Open OJWatson opened 1 year ago
Feel free to ping me if anything's unclear. I'll do my best to remember how it all works.
Feel free to ping me if anything's unclear. I'll do my best to remember how it all works.
Thank you! That's very kind. For now i'm doing the same (remembering/learning) how it all works but it's hopefully a small change we are making.
@dolivera23 and @slwu89 - I think I might need some help and may have a simpler solution.
@slwu89 - The code changes that Daniela made, when translate to C++ would want to have infection_process_vaccine_cpp_internal
return sometimes a NumericVector
and sometimes a Rcpp::List
(or similar). However, while writing this it was starting to become quite complicated and I wasn't sure this would be a good approach/advised. (perhaps read on as well for my question to Daniela, which might help more).
@dolivera23 - in the code changes you have made, is there a way to not have make_calculate_nat
return a list sometimes and at other times return a vector? I.e. if we also passed parameters
and day
to make_calculate_nat
, would you be able to rewrite this in a way that then used parameters$vp_time
and an if
statement similar to how you have done in your altered vaccine_efficacy_<>
functions to generate a vector of neutralising antibody titres? If you could, that would be a lot simpler, as I think we would then just have to change infection_process_vaccine_cpp_internal
here: https://github.com/mrc-ide/safir/blob/main/src/process_infection_vaccine.cpp#L57-L82) to have that same if statement.
Does that make some/any sense? Apologies if it doesn't - my Rcpp/Cpp is pretty rusty and out of date.
Hi @OJWatson, oh yes I see. We definitely want that function to return a matrix, with 1 row if we're only returning a vector and 2 rows if we're returning a "list". That would be my suggestion as a way to generalize those two return types. The other approach is to just design the code around the most complicated return object (List) and then for the one that returns a vector, just leave the unused slots of the List uninitialized. But I think the first approach will definitely be faster.
We can get away with some flexibility in C++ without templates but we do need to have "type stable" return values from functions.
Hi @slwu89,
We are returning to this work and I am still struggling to figure out the integration between the modified R code (efficacy_nat.R) and downstream C++ code . Per yours and OJ's suggestion I have updated the code so the functions will return a matrix.
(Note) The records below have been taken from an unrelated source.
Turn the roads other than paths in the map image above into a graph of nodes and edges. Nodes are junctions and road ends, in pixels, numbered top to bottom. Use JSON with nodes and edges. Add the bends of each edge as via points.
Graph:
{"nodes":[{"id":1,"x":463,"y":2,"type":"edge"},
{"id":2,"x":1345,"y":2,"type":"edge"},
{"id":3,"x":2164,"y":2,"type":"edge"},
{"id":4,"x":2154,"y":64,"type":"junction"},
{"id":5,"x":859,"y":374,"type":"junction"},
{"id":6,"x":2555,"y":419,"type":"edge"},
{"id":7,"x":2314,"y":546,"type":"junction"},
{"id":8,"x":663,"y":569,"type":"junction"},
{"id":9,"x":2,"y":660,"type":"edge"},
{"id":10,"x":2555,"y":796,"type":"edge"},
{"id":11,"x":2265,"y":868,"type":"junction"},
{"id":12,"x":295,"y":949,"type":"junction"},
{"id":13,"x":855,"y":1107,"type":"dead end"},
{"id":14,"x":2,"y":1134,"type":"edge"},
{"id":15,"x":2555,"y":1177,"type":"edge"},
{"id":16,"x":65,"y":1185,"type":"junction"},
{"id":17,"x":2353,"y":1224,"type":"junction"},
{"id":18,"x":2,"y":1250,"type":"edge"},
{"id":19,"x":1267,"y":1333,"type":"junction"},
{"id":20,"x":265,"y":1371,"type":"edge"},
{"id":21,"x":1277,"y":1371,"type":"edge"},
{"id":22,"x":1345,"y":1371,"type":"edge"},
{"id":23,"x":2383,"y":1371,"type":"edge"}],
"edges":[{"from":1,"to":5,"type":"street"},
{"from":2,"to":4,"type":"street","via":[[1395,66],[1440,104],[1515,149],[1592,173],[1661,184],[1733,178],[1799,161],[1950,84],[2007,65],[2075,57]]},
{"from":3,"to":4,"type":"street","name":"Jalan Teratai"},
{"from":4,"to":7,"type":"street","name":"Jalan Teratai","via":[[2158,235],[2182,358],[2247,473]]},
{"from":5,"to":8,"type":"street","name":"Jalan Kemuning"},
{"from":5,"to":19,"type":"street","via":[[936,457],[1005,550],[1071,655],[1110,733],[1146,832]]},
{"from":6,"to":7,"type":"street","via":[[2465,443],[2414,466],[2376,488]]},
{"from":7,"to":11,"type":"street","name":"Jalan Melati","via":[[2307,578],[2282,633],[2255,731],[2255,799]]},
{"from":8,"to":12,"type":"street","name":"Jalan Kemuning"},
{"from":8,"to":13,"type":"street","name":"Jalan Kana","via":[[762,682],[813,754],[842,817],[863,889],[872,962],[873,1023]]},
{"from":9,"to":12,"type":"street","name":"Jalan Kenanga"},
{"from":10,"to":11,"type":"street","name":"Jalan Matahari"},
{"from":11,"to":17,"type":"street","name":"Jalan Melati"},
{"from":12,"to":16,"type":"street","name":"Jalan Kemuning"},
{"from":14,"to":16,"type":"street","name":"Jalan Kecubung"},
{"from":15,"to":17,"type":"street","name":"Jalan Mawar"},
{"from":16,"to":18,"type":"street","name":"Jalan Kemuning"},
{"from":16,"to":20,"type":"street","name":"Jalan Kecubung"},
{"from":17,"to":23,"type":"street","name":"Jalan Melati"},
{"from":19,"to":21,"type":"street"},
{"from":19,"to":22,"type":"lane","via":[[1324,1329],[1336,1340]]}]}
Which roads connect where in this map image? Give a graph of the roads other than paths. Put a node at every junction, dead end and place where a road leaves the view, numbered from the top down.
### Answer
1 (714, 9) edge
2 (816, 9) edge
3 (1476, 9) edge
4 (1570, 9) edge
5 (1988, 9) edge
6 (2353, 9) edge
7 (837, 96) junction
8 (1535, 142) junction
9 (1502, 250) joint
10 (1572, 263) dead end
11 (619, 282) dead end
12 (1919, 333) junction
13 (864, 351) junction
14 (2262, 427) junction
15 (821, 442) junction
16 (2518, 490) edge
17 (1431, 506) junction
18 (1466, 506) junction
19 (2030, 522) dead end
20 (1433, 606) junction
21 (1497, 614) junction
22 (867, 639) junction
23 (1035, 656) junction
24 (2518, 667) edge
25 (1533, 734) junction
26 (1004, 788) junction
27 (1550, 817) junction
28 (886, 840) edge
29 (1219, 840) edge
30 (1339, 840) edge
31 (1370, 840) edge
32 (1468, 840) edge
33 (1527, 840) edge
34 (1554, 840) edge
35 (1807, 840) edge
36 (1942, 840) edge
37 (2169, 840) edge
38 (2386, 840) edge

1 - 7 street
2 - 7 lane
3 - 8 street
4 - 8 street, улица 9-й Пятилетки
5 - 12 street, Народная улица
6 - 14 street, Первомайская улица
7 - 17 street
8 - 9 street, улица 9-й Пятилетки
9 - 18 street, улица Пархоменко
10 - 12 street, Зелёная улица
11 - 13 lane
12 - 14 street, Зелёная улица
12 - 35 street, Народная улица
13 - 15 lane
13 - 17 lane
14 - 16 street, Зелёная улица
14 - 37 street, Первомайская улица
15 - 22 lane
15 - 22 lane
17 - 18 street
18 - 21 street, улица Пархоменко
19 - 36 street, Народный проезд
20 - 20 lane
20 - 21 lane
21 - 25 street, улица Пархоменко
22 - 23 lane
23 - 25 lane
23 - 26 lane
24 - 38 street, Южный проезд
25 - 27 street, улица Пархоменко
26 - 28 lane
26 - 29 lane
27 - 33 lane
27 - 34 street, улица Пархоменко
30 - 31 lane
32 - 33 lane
I'm still quite uncertain about the next steps required to get this fully integrated into safir's infrastructure.
I suspect this probably doesn't require much in the way of extensive code modifications, but not being super familiar with C++, I can't get my head round of the changes required to the codebase downstream of the R code that I've modified. Is there any chance you can help? Ideally if you'd be willing to make (what I hope are) minor changes to the underlying C++ code that'd be fantastic, but recognising your time is probably quite constrained at the moment, even some pointers or pseudocode on how to approach this would be fantastic (I don't even know where to start at the moment).
We're (unfortunately) working on quite a tight, externally imposed deadline at the moment, and OJ's off this month, so any help you could give I'd be eternally grateful!
Thanks
Daniela
Hi @dolivera23, no problem, I can take a look.
I made a small change to get tests running (still failing, but we can start to work on those later). The only real important one is here: https://github.com/mrc-ide/safir/pull/82/commits/46454512193180ec53fd1019c84a5ddacea12a86#diff-927936f8b8184167f8e396ea30361a14f116ddc7ac4e183f026ceb56796f1dc8, when there is only one type of NAT we want to use the matrix
function to return a 1 row matrix, using as.matrix
returns instead a 1 column matrix.
Is it intended for all the functions in R/efficacy_nat.R to only work with the version of make_calculate_nat
that returns a 2 row matrix? Currently they all assume that there will be 2 rows in the input. If in the future only models with 2 types of NAT are going to be used, it will be easiest to do away with any logic that checks for 1 vs 2 and simplify make_calculate_nat
so that it will always return a matrix of dims 2 x number of people.
Once these questions are answered we can get to modifying the C++ code, and then reimplement the tests in testthat/ to make sure things are internally consistent, at least. We will need to modify this function that makes the ab titre values: https://github.com/mrc-ide/safir/blob/main/src/process_infection_vaccine.cpp#L57-L82 as well as all the function in this file: https://github.com/mrc-ide/safir/blob/main/src/efficacy_nat.cpp which generate efficacy profiles from those ab titre values.
By the way, in the new code in R/efficacy_nat.R, it looks like nt_vec
is used but not defined. Once that is fixed I can take another look and start to think about how the C++ should change.
Can you also explain what parameters$vp_time
is doing? Just to help make sure the C++ code can smoothly follow the new R code.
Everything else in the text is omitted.